Tuesday, March 9, 2010

Opting out of exercise

There are plenty of hardcore exercisers writing for this blog, sometimes myself included, and I’m sure plenty of readers, too.  We've posted exercise tips in the past, and likely will in the future, because exercise is a part of our and many of our readers' lives.  I understand the power of exercise, and the excitement surrounding it, and the benefits for one’s health.  That said, amid this chorus of “wheee, exercise,” I want to take some time to offer a different perspective: you don’t have to do it.

I say this because when obesity, and the health problems surrounding it (note that these are often drastically overstated), are so often in the news, it's easy for us to get caught up in a culture of healthy eating and fitness to such an extent that we begin to associate a value judgment with something that is, at its core, self care.  We don't tend to associate values with getting a manicure or not, but deciding to go to the gym or not can determine whether we feel "good" or feel "bad."  The same way marketers describe desserts as "sinful," we feel that lying on our couch catching up on Lost instead of hitting the treadmill is "lazy," "indulgent," or just plain "bad."

Worse still, exercise is like a drug.  The more you do it, the more you think about how good you could look if you did more of it, and thus the more you do it.  It's not the endorphins, or whatever the fashion mags are always telling us, it's the addictive nature of attractiveness.  You go to the gym, you see all the women who are more fit than you (ignoring those who are less) and you start wondering what they do to look like that.  They must exercise more, you think.  And so you do, too.  You picture your sculpted arms, your tight abs.  You start to feel noble, going for a run in the 30-degree weather.  You run toward skinny you, fit you, in your mind.  You go faster.  You begin to fall in love with this imaginary version of yourself—so much so that you begin to love her more than the real you, the one who’s strapping on gym shoes at five-o’clock in the pitch dark because you “love it so much.” 

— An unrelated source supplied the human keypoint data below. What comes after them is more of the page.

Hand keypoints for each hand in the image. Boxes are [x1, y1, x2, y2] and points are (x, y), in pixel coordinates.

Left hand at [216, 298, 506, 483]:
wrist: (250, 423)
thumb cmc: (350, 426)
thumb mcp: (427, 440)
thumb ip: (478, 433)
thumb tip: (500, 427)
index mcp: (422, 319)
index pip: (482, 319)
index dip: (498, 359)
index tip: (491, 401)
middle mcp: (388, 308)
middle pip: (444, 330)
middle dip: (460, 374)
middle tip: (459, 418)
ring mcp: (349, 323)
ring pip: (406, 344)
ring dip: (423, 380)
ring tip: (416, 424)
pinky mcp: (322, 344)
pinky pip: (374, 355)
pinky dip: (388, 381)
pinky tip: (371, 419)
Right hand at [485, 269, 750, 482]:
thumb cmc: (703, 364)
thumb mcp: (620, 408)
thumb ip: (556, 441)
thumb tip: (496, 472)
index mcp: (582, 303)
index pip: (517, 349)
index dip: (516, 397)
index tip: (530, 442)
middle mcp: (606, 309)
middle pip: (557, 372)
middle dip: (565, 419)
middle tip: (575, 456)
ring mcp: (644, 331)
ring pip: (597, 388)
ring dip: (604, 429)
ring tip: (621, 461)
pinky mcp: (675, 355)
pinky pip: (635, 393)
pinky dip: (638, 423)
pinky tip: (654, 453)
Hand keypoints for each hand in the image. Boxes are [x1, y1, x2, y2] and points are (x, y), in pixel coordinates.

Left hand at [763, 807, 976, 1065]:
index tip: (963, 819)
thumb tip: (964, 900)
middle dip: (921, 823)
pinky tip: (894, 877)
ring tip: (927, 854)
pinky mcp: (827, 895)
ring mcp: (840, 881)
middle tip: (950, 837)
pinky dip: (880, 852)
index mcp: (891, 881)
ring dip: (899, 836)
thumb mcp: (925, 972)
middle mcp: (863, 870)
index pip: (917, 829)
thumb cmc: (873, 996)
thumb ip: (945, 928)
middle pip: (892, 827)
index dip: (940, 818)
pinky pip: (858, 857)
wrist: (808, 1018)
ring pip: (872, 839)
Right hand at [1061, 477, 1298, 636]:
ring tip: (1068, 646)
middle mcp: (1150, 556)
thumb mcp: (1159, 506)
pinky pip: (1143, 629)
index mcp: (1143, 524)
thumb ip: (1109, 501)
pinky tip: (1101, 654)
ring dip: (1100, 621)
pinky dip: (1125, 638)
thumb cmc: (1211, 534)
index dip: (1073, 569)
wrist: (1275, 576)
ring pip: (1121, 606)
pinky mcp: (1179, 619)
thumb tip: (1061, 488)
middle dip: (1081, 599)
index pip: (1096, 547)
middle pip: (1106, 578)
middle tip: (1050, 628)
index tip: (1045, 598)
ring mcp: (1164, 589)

This might not be you, but we all know someone who has started exercising to "try to get in shape a little bit," and then suddenly seems to be doing it all the time, and talking about it all the time, and freaking out if they are going to miss their exercise session because of dinner, homework, or a trip to the movies.  Again, you might not have been there, but I know I have.  And so then I have to ask a question, are the health benefits of exercise (which are less conclusive than you might think, because it is difficult to randomly assign people to lifetime exercise regimes and assess their outcomes) worth the accompanying self-loathing, cycle of superficiality, and irrationality that over-exercise can sometimes bring?

Sure, it seems natural to believe that doing some exercise is better than not.  Humans probably aren’t designed to be stationary creatures.  But the amount of exercise likely needed to see health effects is probably less than the amount needed to look like Jessica Alba.  The notion that you, a working person with a life full of hobbies, passions, responsibilities, and entanglements can have six pack abs is insane, and like most insane things in fashion, will probably go out of style.  But the insidious thing about exercise is that it allows us to pursue this unrealistic ideal while couching our effort in terms of our health.  As feminists, we always question just how much effort one should be willing to put into looking good (god bless Mo'Nique and her unshaven legs), but many of us don't question exercise because it's good for us

The reality is, we have little control over how long we live or how healthy we are.  Many factors determining later-life health are decided before we're even born.  And yet, we exercise like our lives right now, not our future 80-year-old lives, depended on it.  In fact, I'm probably not the only one who has continued a form of exercise that was giving me a chronic injury (I ran for years despite recurring shin splints that sometimes made it hurt to walk).  So if we consider health as something we can consume right now, not just later in life, I was exercising despite it having a negative health impact.  And I think I know why: because we want to look good.  Everyone does.  But if exercise is primarily about trying to look nice, and having some marginal impact on one's health, it doesn't carry quite the same gravity people like MeMe Roth are always trying to convince us it does.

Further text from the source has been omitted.